*SUPPLIED RECORDS*:
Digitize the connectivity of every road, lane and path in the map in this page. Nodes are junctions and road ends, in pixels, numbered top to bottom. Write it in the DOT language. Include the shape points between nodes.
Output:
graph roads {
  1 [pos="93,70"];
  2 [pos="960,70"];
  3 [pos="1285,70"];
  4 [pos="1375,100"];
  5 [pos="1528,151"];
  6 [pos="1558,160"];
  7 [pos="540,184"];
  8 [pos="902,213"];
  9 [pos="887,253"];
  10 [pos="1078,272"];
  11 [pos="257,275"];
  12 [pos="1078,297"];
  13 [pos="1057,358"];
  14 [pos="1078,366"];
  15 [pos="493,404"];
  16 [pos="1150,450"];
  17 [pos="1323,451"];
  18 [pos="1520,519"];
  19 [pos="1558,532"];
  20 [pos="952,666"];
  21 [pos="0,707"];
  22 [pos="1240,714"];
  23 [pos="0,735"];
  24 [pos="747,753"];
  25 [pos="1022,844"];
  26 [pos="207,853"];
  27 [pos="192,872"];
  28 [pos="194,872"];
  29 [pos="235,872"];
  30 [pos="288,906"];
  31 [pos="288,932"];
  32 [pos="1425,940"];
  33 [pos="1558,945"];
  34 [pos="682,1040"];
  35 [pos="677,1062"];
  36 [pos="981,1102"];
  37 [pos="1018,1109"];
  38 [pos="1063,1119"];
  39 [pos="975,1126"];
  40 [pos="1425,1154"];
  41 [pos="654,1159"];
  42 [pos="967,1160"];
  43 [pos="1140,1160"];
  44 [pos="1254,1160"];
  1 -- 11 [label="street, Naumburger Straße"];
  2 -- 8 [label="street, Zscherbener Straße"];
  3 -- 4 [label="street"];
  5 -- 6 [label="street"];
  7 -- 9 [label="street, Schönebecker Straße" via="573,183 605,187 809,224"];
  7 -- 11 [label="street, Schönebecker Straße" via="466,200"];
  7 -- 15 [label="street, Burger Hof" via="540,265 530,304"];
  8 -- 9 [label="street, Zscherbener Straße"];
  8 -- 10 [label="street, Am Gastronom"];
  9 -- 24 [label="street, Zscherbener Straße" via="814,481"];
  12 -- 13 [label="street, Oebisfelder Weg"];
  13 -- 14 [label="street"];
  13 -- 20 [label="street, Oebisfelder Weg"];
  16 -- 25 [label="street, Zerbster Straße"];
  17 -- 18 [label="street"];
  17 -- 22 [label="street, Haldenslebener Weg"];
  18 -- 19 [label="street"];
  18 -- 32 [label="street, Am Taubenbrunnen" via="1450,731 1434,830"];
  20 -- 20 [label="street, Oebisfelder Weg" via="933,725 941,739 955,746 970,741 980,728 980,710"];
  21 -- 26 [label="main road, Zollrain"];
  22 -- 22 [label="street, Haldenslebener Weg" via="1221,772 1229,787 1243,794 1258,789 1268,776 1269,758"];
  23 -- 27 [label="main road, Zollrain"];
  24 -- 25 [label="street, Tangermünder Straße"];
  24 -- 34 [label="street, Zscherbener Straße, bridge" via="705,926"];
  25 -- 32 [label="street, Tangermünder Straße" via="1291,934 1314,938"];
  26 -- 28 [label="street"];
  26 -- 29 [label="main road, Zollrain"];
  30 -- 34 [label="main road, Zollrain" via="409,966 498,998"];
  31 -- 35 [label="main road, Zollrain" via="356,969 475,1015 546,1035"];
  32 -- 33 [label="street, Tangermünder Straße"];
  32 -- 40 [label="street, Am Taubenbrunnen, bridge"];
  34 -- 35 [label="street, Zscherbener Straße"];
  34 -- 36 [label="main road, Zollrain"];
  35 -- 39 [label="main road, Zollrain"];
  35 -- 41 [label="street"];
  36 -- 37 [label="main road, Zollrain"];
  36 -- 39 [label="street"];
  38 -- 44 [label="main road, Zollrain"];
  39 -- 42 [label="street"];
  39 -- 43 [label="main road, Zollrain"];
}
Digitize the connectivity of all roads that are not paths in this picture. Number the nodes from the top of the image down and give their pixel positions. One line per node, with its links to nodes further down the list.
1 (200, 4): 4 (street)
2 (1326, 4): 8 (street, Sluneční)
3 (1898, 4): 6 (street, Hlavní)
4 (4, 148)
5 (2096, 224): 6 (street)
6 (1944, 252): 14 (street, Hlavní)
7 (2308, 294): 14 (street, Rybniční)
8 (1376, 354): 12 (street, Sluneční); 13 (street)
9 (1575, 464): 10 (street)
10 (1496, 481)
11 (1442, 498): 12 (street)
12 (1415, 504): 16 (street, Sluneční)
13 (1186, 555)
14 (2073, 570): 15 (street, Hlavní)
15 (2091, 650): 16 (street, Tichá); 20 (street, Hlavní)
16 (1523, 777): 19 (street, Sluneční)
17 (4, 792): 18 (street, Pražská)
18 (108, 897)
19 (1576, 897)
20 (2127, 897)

*TASK STATEMENT*: Answer only with how many lines in the records include "Digitize".

*THE ANSWER*: 2